Type out every line of the data again, exactly.

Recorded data
::::
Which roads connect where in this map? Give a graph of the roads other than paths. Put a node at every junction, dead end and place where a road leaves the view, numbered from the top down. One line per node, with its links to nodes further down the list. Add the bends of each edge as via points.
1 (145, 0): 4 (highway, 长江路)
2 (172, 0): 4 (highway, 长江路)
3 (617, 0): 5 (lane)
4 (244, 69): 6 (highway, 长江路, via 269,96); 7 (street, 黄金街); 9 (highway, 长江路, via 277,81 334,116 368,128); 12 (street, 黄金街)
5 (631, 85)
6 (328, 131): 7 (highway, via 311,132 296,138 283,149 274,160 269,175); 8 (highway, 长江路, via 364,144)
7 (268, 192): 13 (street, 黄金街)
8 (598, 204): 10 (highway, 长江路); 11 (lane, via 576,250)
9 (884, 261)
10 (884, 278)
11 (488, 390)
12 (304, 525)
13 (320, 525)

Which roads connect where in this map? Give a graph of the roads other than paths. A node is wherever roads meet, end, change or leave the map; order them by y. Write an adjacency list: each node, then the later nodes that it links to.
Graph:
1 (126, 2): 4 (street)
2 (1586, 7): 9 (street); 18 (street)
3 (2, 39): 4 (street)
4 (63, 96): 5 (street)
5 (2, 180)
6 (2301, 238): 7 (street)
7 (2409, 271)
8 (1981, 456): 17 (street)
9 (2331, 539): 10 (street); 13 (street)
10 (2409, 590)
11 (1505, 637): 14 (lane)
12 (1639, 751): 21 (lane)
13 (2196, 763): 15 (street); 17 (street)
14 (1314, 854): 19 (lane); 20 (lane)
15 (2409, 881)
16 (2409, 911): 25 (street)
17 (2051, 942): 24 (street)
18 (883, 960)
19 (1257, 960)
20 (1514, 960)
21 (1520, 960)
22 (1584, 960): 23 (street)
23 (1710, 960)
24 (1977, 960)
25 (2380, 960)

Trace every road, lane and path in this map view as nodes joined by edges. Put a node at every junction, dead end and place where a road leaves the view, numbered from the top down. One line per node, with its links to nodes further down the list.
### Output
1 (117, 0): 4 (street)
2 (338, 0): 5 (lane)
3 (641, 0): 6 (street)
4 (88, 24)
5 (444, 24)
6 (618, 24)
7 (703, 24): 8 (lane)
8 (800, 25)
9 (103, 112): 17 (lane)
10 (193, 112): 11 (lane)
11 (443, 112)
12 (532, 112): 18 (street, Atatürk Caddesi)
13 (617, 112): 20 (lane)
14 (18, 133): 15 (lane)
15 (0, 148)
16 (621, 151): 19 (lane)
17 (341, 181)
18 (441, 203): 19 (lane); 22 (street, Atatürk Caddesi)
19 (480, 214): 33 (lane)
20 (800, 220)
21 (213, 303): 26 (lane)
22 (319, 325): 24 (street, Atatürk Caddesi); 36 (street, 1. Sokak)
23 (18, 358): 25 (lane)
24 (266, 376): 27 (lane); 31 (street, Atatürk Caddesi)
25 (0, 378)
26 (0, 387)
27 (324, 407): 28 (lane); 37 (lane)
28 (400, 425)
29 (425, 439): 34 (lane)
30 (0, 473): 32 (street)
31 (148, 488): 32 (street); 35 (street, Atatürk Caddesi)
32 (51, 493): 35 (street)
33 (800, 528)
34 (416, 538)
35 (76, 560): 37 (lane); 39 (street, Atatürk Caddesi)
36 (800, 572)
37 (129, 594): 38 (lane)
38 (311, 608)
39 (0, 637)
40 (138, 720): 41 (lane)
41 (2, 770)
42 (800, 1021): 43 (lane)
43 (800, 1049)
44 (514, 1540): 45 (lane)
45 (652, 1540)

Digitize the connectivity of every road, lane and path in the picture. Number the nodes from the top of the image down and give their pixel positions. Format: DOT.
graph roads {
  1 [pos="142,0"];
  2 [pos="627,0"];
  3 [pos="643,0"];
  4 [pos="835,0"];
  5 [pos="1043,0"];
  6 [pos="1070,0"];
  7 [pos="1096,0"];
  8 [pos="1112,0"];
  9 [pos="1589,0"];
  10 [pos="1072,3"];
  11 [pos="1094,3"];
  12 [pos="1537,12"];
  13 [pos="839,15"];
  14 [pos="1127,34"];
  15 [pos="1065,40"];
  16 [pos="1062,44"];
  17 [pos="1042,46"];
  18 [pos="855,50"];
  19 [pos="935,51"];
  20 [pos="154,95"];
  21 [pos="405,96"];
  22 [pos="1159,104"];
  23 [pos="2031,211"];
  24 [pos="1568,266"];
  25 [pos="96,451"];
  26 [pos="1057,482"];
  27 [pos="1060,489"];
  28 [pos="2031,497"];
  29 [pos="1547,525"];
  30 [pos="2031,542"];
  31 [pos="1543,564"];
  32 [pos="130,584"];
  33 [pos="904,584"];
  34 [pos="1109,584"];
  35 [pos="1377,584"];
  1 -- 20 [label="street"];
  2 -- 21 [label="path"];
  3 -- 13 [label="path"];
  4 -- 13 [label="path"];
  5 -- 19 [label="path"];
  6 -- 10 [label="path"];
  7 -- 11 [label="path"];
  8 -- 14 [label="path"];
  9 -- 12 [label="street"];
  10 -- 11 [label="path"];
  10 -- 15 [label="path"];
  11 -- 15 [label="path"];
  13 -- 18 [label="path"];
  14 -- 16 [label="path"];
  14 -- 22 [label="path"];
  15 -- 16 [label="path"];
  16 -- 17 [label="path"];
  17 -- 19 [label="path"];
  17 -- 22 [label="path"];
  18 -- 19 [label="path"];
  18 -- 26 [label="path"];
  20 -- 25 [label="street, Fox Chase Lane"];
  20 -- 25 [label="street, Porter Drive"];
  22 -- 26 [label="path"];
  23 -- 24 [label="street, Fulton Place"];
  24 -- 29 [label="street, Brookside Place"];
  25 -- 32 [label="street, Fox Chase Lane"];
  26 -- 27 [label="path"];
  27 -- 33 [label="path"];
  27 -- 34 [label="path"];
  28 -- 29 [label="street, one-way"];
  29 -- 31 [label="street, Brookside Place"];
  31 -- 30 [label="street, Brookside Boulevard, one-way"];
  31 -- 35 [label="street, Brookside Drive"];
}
::::
- _WORKED SOLUTION_
Which roads connect where in this map? Give a graph of the roads other than paths. Put a node at every junction, dead end and place where a road leaves the view, numbered from the top down. One line per node, with its links to nodes further down the list. Add the bends of each edge as via points.
1 (145, 0): 4 (highway, 长江路)
2 (172, 0): 4 (highway, 长江路)
3 (617, 0): 5 (lane)
4 (244, 69): 6 (highway, 长江路, via 269,96); 7 (street, 黄金街); 9 (highway, 长江路, via 277,81 334,116 368,128); 12 (street, 黄金街)
5 (631, 85)
6 (328, 131): 7 (highway, via 311,132 296,138 283,149 274,160 269,175); 8 (highway, 长江路, via 364,144)
7 (268, 192): 13 (street, 黄金街)
8 (598, 204): 10 (highway, 长江路); 11 (lane, via 576,250)
9 (884, 261)
10 (884, 278)
11 (488, 390)
12 (304, 525)
13 (320, 525)

Which roads connect where in this map? Give a graph of the roads other than paths. A node is wherever roads meet, end, change or leave the map; order them by y. Write an adjacency list: each node, then the later nodes that it links to.
Graph:
1 (126, 2): 4 (street)
2 (1586, 7): 9 (street); 18 (street)
3 (2, 39): 4 (street)
4 (63, 96): 5 (street)
5 (2, 180)
6 (2301, 238): 7 (street)
7 (2409, 271)
8 (1981, 456): 17 (street)
9 (2331, 539): 10 (street); 13 (street)
10 (2409, 590)
11 (1505, 637): 14 (lane)
12 (1639, 751): 21 (lane)
13 (2196, 763): 15 (street); 17 (street)
14 (1314, 854): 19 (lane); 20 (lane)
15 (2409, 881)
16 (2409, 911): 25 (street)
17 (2051, 942): 24 (street)
18 (883, 960)
19 (1257, 960)
20 (1514, 960)
21 (1520, 960)
22 (1584, 960): 23 (street)
23 (1710, 960)
24 (1977, 960)
25 (2380, 960)

Trace every road, lane and path in this map view as nodes joined by edges. Put a node at every junction, dead end and place where a road leaves the view, numbered from the top down. One line per node, with its links to nodes further down the list.
### Output
1 (117, 0): 4 (street)
2 (338, 0): 5 (lane)
3 (641, 0): 6 (street)
4 (88, 24)
5 (444, 24)
6 (618, 24)
7 (703, 24): 8 (lane)
8 (800, 25)
9 (103, 112): 17 (lane)
10 (193, 112): 11 (lane)
11 (443, 112)
12 (532, 112): 18 (street, Atatürk Caddesi)
13 (617, 112): 20 (lane)
14 (18, 133): 15 (lane)
15 (0, 148)
16 (621, 151): 19 (lane)
17 (341, 181)
18 (441, 203): 19 (lane); 22 (street, Atatürk Caddesi)
19 (480, 214): 33 (lane)
20 (800, 220)
21 (213, 303): 26 (lane)
22 (319, 325): 24 (street, Atatürk Caddesi); 36 (street, 1. Sokak)
23 (18, 358): 25 (lane)
24 (266, 376): 27 (lane); 31 (street, Atatürk Caddesi)
25 (0, 378)
26 (0, 387)
27 (324, 407): 28 (lane); 37 (lane)
28 (400, 425)
29 (425, 439): 34 (lane)
30 (0, 473): 32 (street)
31 (148, 488): 32 (street); 35 (street, Atatürk Caddesi)
32 (51, 493): 35 (street)
33 (800, 528)
34 (416, 538)
35 (76, 560): 37 (lane); 39 (street, Atatürk Caddesi)
36 (800, 572)
37 (129, 594): 38 (lane)
38 (311, 608)
39 (0, 637)
40 (138, 720): 41 (lane)
41 (2, 770)
42 (800, 1021): 43 (lane)
43 (800, 1049)
44 (514, 1540): 45 (lane)
45 (652, 1540)

Digitize the connectivity of every road, lane and path in the picture. Number the nodes from the top of the image down and give their pixel positions. Format: DOT.
graph roads {
  1 [pos="142,0"];
  2 [pos="627,0"];
  3 [pos="643,0"];
  4 [pos="835,0"];
  5 [pos="1043,0"];
  6 [pos="1070,0"];
  7 [pos="1096,0"];
  8 [pos="1112,0"];
  9 [pos="1589,0"];
  10 [pos="1072,3"];
  11 [pos="1094,3"];
  12 [pos="1537,12"];
  13 [pos="839,15"];
  14 [pos="1127,34"];
  15 [pos="1065,40"];
  16 [pos="1062,44"];
  17 [pos="1042,46"];
  18 [pos="855,50"];
  19 [pos="935,51"];
  20 [pos="154,95"];
  21 [pos="405,96"];
  22 [pos="1159,104"];
  23 [pos="2031,211"];
  24 [pos="1568,266"];
  25 [pos="96,451"];
  26 [pos="1057,482"];
  27 [pos="1060,489"];
  28 [pos="2031,497"];
  29 [pos="1547,525"];
  30 [pos="2031,542"];
  31 [pos="1543,564"];
  32 [pos="130,584"];
  33 [pos="904,584"];
  34 [pos="1109,584"];
  35 [pos="1377,584"];
  1 -- 20 [label="street"];
  2 -- 21 [label="path"];
  3 -- 13 [label="path"];
  4 -- 13 [label="path"];
  5 -- 19 [label="path"];
  6 -- 10 [label="path"];
  7 -- 11 [label="path"];
  8 -- 14 [label="path"];
  9 -- 12 [label="street"];
  10 -- 11 [label="path"];
  10 -- 15 [label="path"];
  11 -- 15 [label="path"];
  13 -- 18 [label="path"];
  14 -- 16 [label="path"];
  14 -- 22 [label="path"];
  15 -- 16 [label="path"];
  16 -- 17 [label="path"];
  17 -- 19 [label="path"];
  17 -- 22 [label="path"];
  18 -- 19 [label="path"];
  18 -- 26 [label="path"];
  20 -- 25 [label="street, Fox Chase Lane"];
  20 -- 25 [label="street, Porter Drive"];
  22 -- 26 [label="path"];
  23 -- 24 [label="street, Fulton Place"];
  24 -- 29 [label="street, Brookside Place"];
  25 -- 32 [label="street, Fox Chase Lane"];
  26 -- 27 [label="path"];
  27 -- 33 [label="path"];
  27 -- 34 [label="path"];
  28 -- 29 [label="street, one-way"];
  29 -- 31 [label="street, Brookside Place"];
  31 -- 30 [label="street, Brookside Boulevard, one-way"];
  31 -- 35 [label="street, Brookside Drive"];
}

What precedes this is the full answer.